Alsos, I.G., Müller, E. & Eidesen, P.B. 2013. Germinating seeds or bulbils in 87 of 113 tested Arctic species indicate potential for ex situ seed bank storage. – Polar Biology 36: 819–830. Doi 10.1007/s00300-013-1307-7.
Elven, R., Murray, D.F., Razzhivin, V. & Yurtsev, B.A. (eds.) 2011. Annotated Checklist of the Panarctic Flora (PAF).
Finot, V.L., Peterson, P.M., Soreng, R.J. & Zuloaga, F.O. 2004. A revision of Trisetum, Peyritschia, and Sphenopolis (Poaceae: Poöideae: Aveninae) in Mexico and Central America. – Annals of the Missouri Botanical Garden 91: 1–30.
Hultén, E. 1959. The Trisetum spicatum complex. – Svensk Botanisk Tidskrift 53: 203–228.
Jonsell, B., Pálsson, J. & Portén, E.-K. 1975. Variation and affinities of Trisetum spicatum (L.) Richt. s. lat. (Gramineae) in Iceland. – Svensk Botanisk Tidskrift 69: 113–142.

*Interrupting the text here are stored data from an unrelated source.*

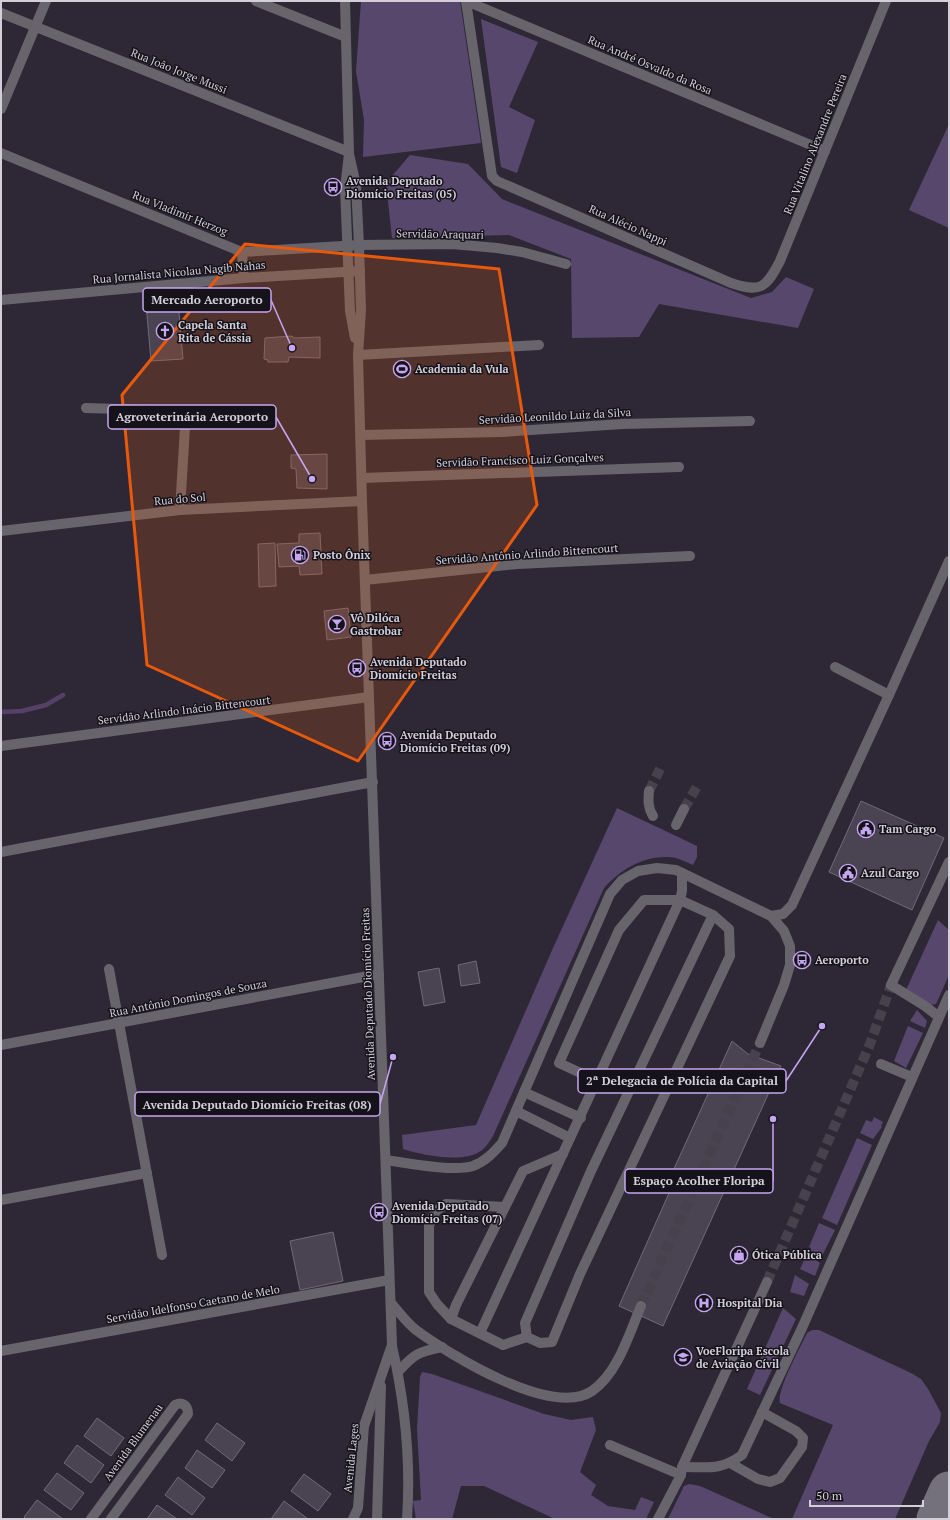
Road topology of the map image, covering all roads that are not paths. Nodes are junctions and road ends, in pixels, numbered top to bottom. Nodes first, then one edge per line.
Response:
1 (46, 1) edge
2 (256, 1) edge
3 (345, 1) edge
4 (466, 1) edge
5 (882, 2) edge
6 (1, 13) edge
7 (35, 27) junction
8 (346, 37) junction
9 (1, 110) edge
10 (824, 151) junction
11 (1, 153) edge
12 (349, 153) junction
13 (359, 245) junction
14 (348, 246) junction
15 (242, 252) junction
16 (566, 264) dead end
17 (349, 271) junction
18 (360, 271) junction
19 (244, 278) junction
20 (757, 289) joint
21 (1, 300) edge
22 (539, 345) dead end
23 (358, 355) junction
24 (86, 408) dead end
25 (750, 422) dead end
26 (360, 435) junction
27 (679, 467) dead end
28 (362, 478) junction
29 (362, 501) junction
30 (180, 510) junction
31 (1, 531) edge
32 (690, 556) dead end
33 (949, 561) edge
34 (365, 580) junction
35 (835, 667) dead end
36 (889, 695) junction
37 (370, 698) junction
38 (1, 746) edge
39 (373, 782) junction
40 (648, 792) tunnel mouth
41 (684, 809) tunnel mouth
42 (653, 816) dead end
43 (676, 825) dead end
44 (1, 852) edge
45 (949, 862) edge
46 (682, 873) junction
47 (680, 900) junction
48 (713, 915) junction
49 (771, 916) junction
50 (109, 969) dead end
51 (380, 974) junction
52 (949, 995) edge
53 (939, 1017) junction
54 (119, 1022) junction
55 (760, 1043) tunnel mouth
56 (1, 1045) edge
57 (881, 1064) dead end
58 (912, 1077) junction
59 (598, 1081) junction
60 (524, 1092) junction
61 (516, 1111) junction
62 (581, 1118) junction
63 (570, 1138) junction
64 (563, 1154) junction
65 (386, 1160) junction
66 (147, 1173) junction
67 (1, 1200) edge
68 (505, 1207) junction
69 (162, 1255) dead end
70 (390, 1280) junction
71 (767, 1282) tunnel mouth
72 (391, 1304) junction
73 (641, 1306) tunnel mouth
74 (451, 1319) junction
75 (480, 1333) junction
76 (527, 1337) junction
77 (392, 1345) junction
78 (442, 1346) junction
79 (1, 1351) edge
80 (398, 1372) junction
81 (381, 1376) junction
82 (762, 1412) junction
83 (610, 1445) dead end
84 (730, 1463) junction
85 (682, 1471) junction
86 (91, 1519) edge
87 (110, 1519) edge
88 (353, 1519) edge
89 (377, 1519) edge
90 (407, 1519) edge
91 (658, 1519) edge

1 - 7 street
2 - 8 street
3 - 8 street, Avenida Deputado Diomício Freitas
4 - 10 street, Rua André Osvaldo da Rosa
4 - 20 street, Rua Alécio Nappi
5 - 10 street, Rua Vitalino Alexandre Pereira
6 - 7 street, Rua João Jorge Mussi
7 - 9 street
7 - 12 street, Rua João Jorge Mussi
8 - 12 street, Avenida Deputado Diomício Freitas
10 - 20 street, Rua Vitalino Alexandre Pereira
11 - 15 street, Rua Vladimir Herzog
12 - 13 street, Avenida Deputado Diomício Freitas
12 - 14 street, Avenida Deputado Diomício Freitas
13 - 14 street, Rua Vladimir Herzog
13 - 16 street, Servidão Araquari
13 - 18 street, Avenida Deputado Diomício Freitas
14 - 15 street, Rua Vladimir Herzog
14 - 17 street, Avenida Deputado Diomício Freitas
15 - 19 street
17 - 18 street, Rua Jornalista Nicolau Nagib Nahas
17 - 19 street, Rua Jornalista Nicolau Nagib Nahas
17 - 23 street, Avenida Deputado Diomício Freitas
18 - 23 street, Avenida Deputado Diomício Freitas
19 - 21 street, Rua Jornalista Nicolau Nagib Nahas
22 - 23 street
23 - 26 street, Avenida Deputado Diomício Freitas
24 - 30 street
25 - 26 street, Servidão Leonildo Luiz da Silva
26 - 28 street, Avenida Deputado Diomício Freitas
27 - 28 street, Servidão Francisco Luiz Gonçalves
28 - 29 street, Avenida Deputado Diomício Freitas
29 - 30 street, Rua do Sol
29 - 34 street, Avenida Deputado Diomício Freitas
30 - 31 street, Rua do Sol
32 - 34 street, Servidão Antônio Arlindo Bittencourt
33 - 36 street
34 - 37 street, Avenida Deputado Diomício Freitas
35 - 36 street
36 - 49 street
37 - 38 street, Servidão Arlindo Inácio Bittencourt
37 - 39 street, Avenida Deputado Diomício Freitas
39 - 44 street
39 - 51 street, Avenida Deputado Diomício Freitas
40 - 42 street
41 - 43 street
45 - 53 street
46 - 47 street
46 - 49 street
46 - 60 street
47 - 48 street
47 - 59 street
47 - 59 street
48 - 76 street
48 - 76 street
49 - 55 street
50 - 54 street
51 - 54 street, Rua Antônio Domingos de Souza
51 - 65 street, Avenida Deputado Diomício Freitas
52 - 53 street
53 - 58 street
54 - 56 street, Rua Antônio Domingos de Souza
54 - 66 street
57 - 58 street
58 - 82 street
59 - 62 street
60 - 61 street
60 - 62 street
61 - 63 street
61 - 65 street
62 - 63 street
63 - 64 street
64 - 68 street
64 - 75 street
65 - 70 street, Avenida Deputado Diomício Freitas
66 - 67 street
66 - 69 street
68 - 74 street
68 - 74 street
70 - 72 street, Avenida Deputado Diomício Freitas
70 - 79 street, Servidão Idelfonso Caetano de Melo
71 - 85 street
72 - 77 street, Avenida Lages
72 - 78 street
73 - 78 street
74 - 75 street
75 - 76 street
77 - 80 street
77 - 81 street, Avenida Lages
78 - 80 street
80 - 90 street
81 - 88 street, Avenida Lages
81 - 89 street, Avenida Lages
82 - 84 street
82 - 84 street
83 - 85 street
84 - 85 street
85 - 91 street
86 - 87 street, Avenida Blumenau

Randall, J.L. & Hilu, K.W. 1986. Biosystematic studies of North American Trisetum spicatum (Poaceae). – Systematic Botany 11: 567–578.
Rumely, J.H. 2007. Trisetum Pers. – In: Flora of North America Editorial Committee (eds.), Flora of North America north of Mexico. 24. Magnoliophyta: Commelinidae (in part): Poaceae, part 1: 744–753.
Soreng, R.J., Peterson, P.M., Davidse, G., Judziewicz, E.J., Zuloaga, F.O., Filgueiras, T.S. & Morrone, O. 2003. Catalogue of New World grasses (Poaceae): IV. Subfamily Pooideae. – Contributions from the U.S. National Herbarium 48. 730 pp.